WB.- Me avergüenza reconocer que tardé demasiado en situar la crisis climática y, en general, la ecología política en el centro de mi trabajo. Hasta hace unos seis años era una humanista que pensaba la teoría política solo en términos humanos, como si los humanos fueran los únicos agentes y actores. Todo cambió cuando empecé a pensar no solo en la crisis climática, sino también en lo no humano y en nuestra interdependencia con ello. Comprender qué ha significado excluir lo no humano de la teoría política, de la democracia, del liberalismo… Ese error histórico transformó por completo mi concepción de lo que la democracia y la economía pueden y deben ser.
CC.- También ha recurrido, al elaborar su idea de ‘democracia reparadora’, a nociones controvertidas en ciertos sectores de la izquierda como lo ‘planetario’ o el Antropoceno.
WB.- Entiendo las críticas, pero sigo considerándolos conceptos útiles. El Antropoceno, por ejemplo, señala el momento en que los seres humanos dejamos de ser solo una especie más y comenzamos a dar forma a la historia planetaria. No se trata únicamente de dañar el planeta con nuestras prácticas, sino de haber pasado a dirigir, literalmente, el curso de la historia natural.

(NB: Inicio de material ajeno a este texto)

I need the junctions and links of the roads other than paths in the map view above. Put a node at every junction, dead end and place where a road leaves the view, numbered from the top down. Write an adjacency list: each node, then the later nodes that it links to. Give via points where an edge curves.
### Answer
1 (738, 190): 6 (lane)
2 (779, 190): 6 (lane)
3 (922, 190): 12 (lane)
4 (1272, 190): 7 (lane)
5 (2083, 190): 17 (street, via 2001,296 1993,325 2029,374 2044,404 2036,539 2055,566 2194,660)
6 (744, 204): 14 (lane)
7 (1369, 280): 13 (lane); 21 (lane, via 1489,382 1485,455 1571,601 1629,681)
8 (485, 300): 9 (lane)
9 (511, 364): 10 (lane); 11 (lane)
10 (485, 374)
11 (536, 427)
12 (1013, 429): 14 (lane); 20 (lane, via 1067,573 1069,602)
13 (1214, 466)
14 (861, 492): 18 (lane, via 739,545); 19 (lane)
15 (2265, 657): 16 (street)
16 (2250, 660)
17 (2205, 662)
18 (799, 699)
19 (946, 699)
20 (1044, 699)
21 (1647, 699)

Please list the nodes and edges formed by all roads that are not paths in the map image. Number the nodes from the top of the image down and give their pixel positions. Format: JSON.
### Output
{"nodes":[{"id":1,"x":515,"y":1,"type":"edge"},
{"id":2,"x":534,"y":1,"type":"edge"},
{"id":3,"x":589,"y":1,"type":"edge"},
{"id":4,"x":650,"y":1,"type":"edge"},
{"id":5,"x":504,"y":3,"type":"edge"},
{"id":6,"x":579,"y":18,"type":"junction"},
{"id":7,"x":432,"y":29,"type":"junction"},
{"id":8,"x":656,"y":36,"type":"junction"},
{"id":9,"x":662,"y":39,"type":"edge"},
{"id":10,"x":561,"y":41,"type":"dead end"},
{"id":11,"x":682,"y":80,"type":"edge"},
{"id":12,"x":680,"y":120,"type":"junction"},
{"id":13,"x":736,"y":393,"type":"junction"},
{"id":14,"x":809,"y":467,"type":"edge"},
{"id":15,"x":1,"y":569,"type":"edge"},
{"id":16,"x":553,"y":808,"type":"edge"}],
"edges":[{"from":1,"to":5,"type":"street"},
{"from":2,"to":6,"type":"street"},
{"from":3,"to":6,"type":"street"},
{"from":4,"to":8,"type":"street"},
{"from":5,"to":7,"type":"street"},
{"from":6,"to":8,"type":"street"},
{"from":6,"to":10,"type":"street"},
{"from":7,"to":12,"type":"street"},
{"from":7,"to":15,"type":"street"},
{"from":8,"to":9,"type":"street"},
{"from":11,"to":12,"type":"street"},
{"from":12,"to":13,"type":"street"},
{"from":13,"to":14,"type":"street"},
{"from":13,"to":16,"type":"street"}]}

Al mismo tiempo, reconozco que estas nociones pueden oscurecer las profundas desigualdades en torno a quién produce esos efectos. Por eso insisto en mantener la justicia climática en el centro. Pero aunque los impactos se distribuyen de manera desigual, la crisis climática es, en última instancia, una condición planetaria común.
Y, finalmente, diría algo más: aunque la derecha niegue abiertamente la crisis climática, creo que está profundamente arraigada en su inconsciente. Es la fuerza que anima su lógica de acaparamiento, de crueldad, de racismo y de nacionalismo étnico. Es el núcleo de su proyecto.
*Carlos Corrochano es analista de política internacional y ha sido editor de ‘Claves de política global’ (Arpa, 2024).